===== Input data
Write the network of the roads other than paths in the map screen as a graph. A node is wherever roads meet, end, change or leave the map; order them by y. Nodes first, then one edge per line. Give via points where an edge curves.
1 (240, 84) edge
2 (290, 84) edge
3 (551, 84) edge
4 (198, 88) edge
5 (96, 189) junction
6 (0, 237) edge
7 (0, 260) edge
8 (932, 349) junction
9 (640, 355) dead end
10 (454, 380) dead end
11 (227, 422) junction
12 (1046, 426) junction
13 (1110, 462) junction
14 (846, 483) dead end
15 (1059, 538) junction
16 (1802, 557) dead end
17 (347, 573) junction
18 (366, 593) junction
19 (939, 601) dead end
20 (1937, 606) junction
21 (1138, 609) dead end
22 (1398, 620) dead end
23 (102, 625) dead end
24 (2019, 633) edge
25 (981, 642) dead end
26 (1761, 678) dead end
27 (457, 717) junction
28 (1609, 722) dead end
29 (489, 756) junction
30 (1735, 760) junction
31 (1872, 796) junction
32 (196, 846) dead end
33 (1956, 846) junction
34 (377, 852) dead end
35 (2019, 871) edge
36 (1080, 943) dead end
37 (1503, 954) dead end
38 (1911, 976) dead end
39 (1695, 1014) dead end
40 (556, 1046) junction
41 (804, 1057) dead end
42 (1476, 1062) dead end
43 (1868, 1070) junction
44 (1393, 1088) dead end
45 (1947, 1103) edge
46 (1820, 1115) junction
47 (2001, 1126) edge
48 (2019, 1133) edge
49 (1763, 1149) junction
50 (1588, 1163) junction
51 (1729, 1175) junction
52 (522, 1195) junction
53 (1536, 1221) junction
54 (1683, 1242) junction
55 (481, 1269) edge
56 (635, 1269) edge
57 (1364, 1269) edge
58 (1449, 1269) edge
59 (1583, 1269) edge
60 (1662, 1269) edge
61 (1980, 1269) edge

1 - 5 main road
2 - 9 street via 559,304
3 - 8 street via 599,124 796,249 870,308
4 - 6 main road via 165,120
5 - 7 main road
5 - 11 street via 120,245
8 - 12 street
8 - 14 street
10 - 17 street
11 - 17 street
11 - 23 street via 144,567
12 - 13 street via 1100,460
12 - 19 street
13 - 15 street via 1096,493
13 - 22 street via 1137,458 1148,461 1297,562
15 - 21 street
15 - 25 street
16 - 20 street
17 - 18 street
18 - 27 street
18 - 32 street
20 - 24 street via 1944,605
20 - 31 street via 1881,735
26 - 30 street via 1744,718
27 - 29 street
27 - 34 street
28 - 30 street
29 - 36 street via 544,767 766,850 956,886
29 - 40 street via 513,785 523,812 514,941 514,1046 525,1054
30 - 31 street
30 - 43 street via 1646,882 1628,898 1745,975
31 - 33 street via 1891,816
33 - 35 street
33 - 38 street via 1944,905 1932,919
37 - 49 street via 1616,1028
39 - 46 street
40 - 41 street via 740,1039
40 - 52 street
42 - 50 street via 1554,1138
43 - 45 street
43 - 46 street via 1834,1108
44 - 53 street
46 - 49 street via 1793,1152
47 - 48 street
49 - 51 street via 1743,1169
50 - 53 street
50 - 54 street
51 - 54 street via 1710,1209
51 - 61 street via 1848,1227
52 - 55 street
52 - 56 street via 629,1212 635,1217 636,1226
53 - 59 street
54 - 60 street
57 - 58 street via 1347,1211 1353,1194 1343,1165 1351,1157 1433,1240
==========
→ **Task requirements**: The records need to be copied exactly, with no line left out.

→ **Exercise response**:
Write the network of the roads other than paths in the map screen as a graph. A node is wherever roads meet, end, change or leave the map; order them by y. Nodes first, then one edge per line. Give via points where an edge curves.
1 (240, 84) edge
2 (290, 84) edge
3 (551, 84) edge
4 (198, 88) edge
5 (96, 189) junction
6 (0, 237) edge
7 (0, 260) edge
8 (932, 349) junction
9 (640, 355) dead end
10 (454, 380) dead end
11 (227, 422) junction
12 (1046, 426) junction
13 (1110, 462) junction
14 (846, 483) dead end
15 (1059, 538) junction
16 (1802, 557) dead end
17 (347, 573) junction
18 (366, 593) junction
19 (939, 601) dead end
20 (1937, 606) junction
21 (1138, 609) dead end
22 (1398, 620) dead end
23 (102, 625) dead end
24 (2019, 633) edge
25 (981, 642) dead end
26 (1761, 678) dead end
27 (457, 717) junction
28 (1609, 722) dead end
29 (489, 756) junction
30 (1735, 760) junction
31 (1872, 796) junction
32 (196, 846) dead end
33 (1956, 846) junction
34 (377, 852) dead end
35 (2019, 871) edge
36 (1080, 943) dead end
37 (1503, 954) dead end
38 (1911, 976) dead end
39 (1695, 1014) dead end
40 (556, 1046) junction
41 (804, 1057) dead end
42 (1476, 1062) dead end
43 (1868, 1070) junction
44 (1393, 1088) dead end
45 (1947, 1103) edge
46 (1820, 1115) junction
47 (2001, 1126) edge
48 (2019, 1133) edge
49 (1763, 1149) junction
50 (1588, 1163) junction
51 (1729, 1175) junction
52 (522, 1195) junction
53 (1536, 1221) junction
54 (1683, 1242) junction
55 (481, 1269) edge
56 (635, 1269) edge
57 (1364, 1269) edge
58 (1449, 1269) edge
59 (1583, 1269) edge
60 (1662, 1269) edge
61 (1980, 1269) edge

1 - 5 main road
2 - 9 street via 559,304
3 - 8 street via 599,124 796,249 870,308
4 - 6 main road via 165,120
5 - 7 main road
5 - 11 street via 120,245
8 - 12 street
8 - 14 street
10 - 17 street
11 - 17 street
11 - 23 street via 144,567
12 - 13 street via 1100,460
12 - 19 street
13 - 15 street via 1096,493
13 - 22 street via 1137,458 1148,461 1297,562
15 - 21 street
15 - 25 street
16 - 20 street
17 - 18 street
18 - 27 street
18 - 32 street
20 - 24 street via 1944,605
20 - 31 street via 1881,735
26 - 30 street via 1744,718
27 - 29 street
27 - 34 street
28 - 30 street
29 - 36 street via 544,767 766,850 956,886
29 - 40 street via 513,785 523,812 514,941 514,1046 525,1054
30 - 31 street
30 - 43 street via 1646,882 1628,898 1745,975
31 - 33 street via 1891,816
33 - 35 street
33 - 38 street via 1944,905 1932,919
37 - 49 street via 1616,1028
39 - 46 street
40 - 41 street via 740,1039
40 - 52 street
42 - 50 street via 1554,1138
43 - 45 street
43 - 46 street via 1834,1108
44 - 53 street
46 - 49 street via 1793,1152
47 - 48 street
49 - 51 street via 1743,1169
50 - 53 street
50 - 54 street
51 - 54 street via 1710,1209
51 - 61 street via 1848,1227
52 - 55 street
52 - 56 street via 629,1212 635,1217 636,1226
53 - 59 street
54 - 60 street
57 - 58 street via 1347,1211 1353,1194 1343,1165 1351,1157 1433,1240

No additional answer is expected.